Contents

Mastering Logistic Regression: Unpacking WoE and IV Metrics for Variable Selection

   Apr 24, 2023     9 min read

Learn how to interpret Weight of Evidence (WoE) and Information Value (IV) for variable selection, predictive analysis, and logistic regression modeling.

Building a good classification model is not just about choosing algorithms, it’s essential to understand how variables behave and how they relate to the event of interest.

That’s where Weight of Evidence (WoE) and Information Value (IV) come in. These two metrics are widely used in credit scoring, variable selection, and predictive modeling.

They help measure a variable’s discriminatory power and provide insights into the direction and strength of the relationship between predictors and the target variable.

In this article, you will learn:

  • how to interpret WoE and IV in practice;
  • how these metrics support the development of logistic regression models;
  • how to use WoE and IV for category grouping (binning);
  • how to transform variables into more interpretable and predictive features.

To make the concepts more intuitive, we’ll use practical examples based on the dataset from the Kaggle Titanic competition.

Metric Overview

In the previous post on how to calculate WoE and IV in Python, we explored how to build the functions responsible for computing these metrics. Now, we’ll focus on how to interpret the results and extract insights for logistic regression models.

These metrics help evaluate how each explanatory variable relates to the response variable.

The main metrics are:


Class Proportions (0 and 1)

Represents the distribution of the target variable within each segment of the analyzed feature. This metric helps you understand how events are distributed across categories.


Weight of Evidence (WoE)

Measures the discriminatory power of each category. The farther the WoE value is from zero, the stronger the segment’s ability to distinguish between classes.

In general:

WoEInterpretation
WoE > 0higher relative concentration of non-events (target₀)
WoE ≈ 0similar distribution between classes.
WoE < 0higher relative concentration of events (target₁)

Information Value (IV)

Measures the overall predictive power of the variable.
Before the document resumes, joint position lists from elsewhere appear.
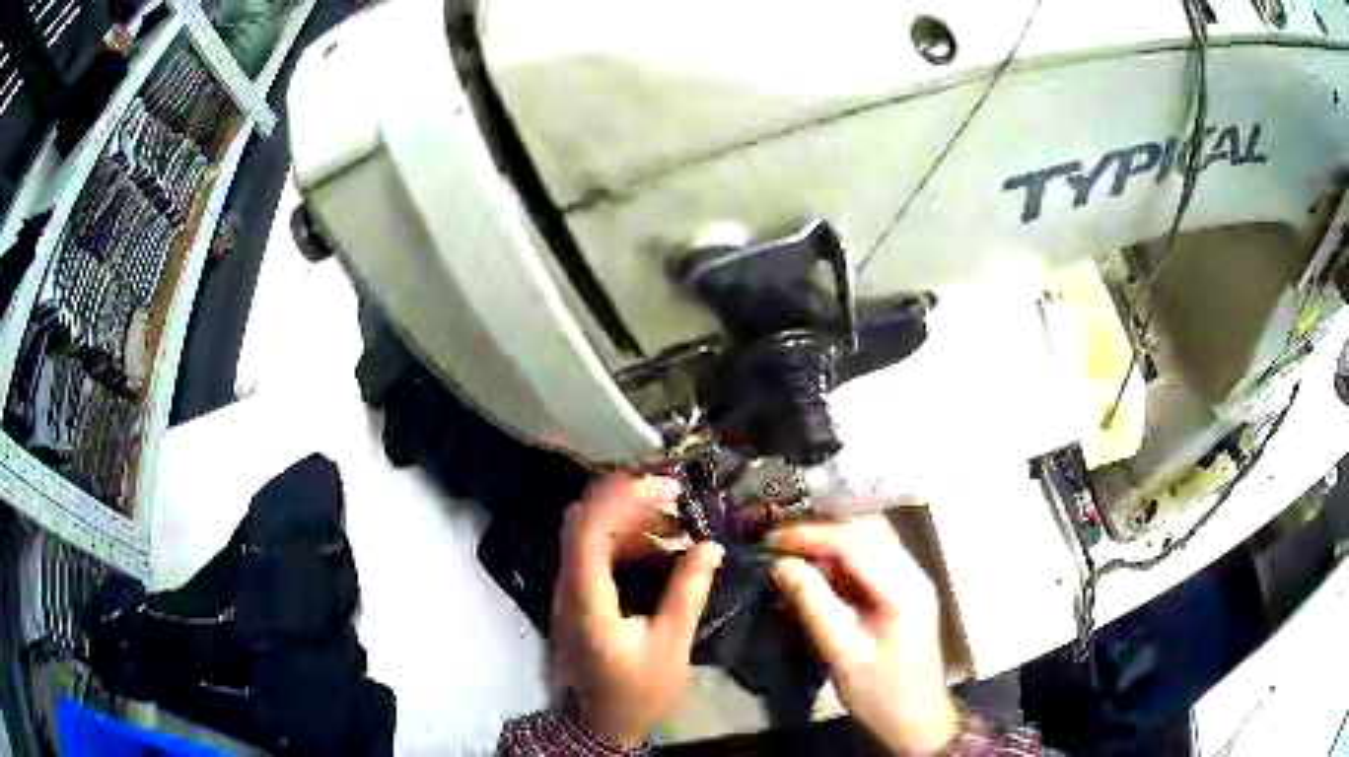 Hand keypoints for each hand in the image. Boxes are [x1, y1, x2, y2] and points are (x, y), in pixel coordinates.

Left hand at [552, 475, 724, 746]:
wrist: (605, 722)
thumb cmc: (638, 689)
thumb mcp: (671, 644)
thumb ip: (687, 591)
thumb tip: (709, 546)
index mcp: (587, 598)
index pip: (588, 529)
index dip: (622, 498)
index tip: (666, 488)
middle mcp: (569, 586)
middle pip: (583, 521)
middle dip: (627, 501)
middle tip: (673, 498)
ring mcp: (569, 590)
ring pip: (588, 533)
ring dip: (628, 519)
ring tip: (674, 521)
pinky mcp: (578, 597)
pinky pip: (595, 552)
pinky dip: (624, 539)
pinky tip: (659, 547)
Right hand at [768, 518, 957, 754]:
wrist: (917, 721)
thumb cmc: (881, 694)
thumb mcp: (842, 653)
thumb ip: (813, 604)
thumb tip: (780, 566)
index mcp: (904, 589)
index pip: (856, 542)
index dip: (811, 536)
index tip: (771, 542)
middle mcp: (913, 574)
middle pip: (867, 531)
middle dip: (821, 533)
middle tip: (779, 546)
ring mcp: (912, 581)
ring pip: (870, 541)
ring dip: (830, 544)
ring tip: (792, 557)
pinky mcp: (905, 592)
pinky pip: (871, 561)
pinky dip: (841, 561)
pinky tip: (816, 576)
The total IV is obtained by summing the contributions of each segment.

The table below presents a commonly used classification for interpreting the predictive power of a variable:

IVInterpretation
IV ≤ 0.02Variable with no predictive power
0.02 < IV ≤ 0.10Weak predictive power
0.10 < IV ≤ 0.30Medium predictive power
0.30 < IV ≤ 0.50Strong predictive power
IV > 0.50Very strong predictive power (possible data leakage)

Extremely high IV values may indicate information leakage (data leakage), especially when the variable has a direct relationship with the target event.


It is important to note that rare categories may exhibit extreme WoE values but still contribute little to the total IV due to their low population representativeness.

These metrics are extremely useful across several modeling stages, especially in exploratory analysis, feature engineering, category grouping (binning), and variable selection. Ultimately, by correctly interpreting WoE and IV, it becomes easier to enhance the interpretability of logistic regression models and to build models that are more robust and better aligned with the underlying data behavior.


Creating Variables Through Category Grouping (Binning)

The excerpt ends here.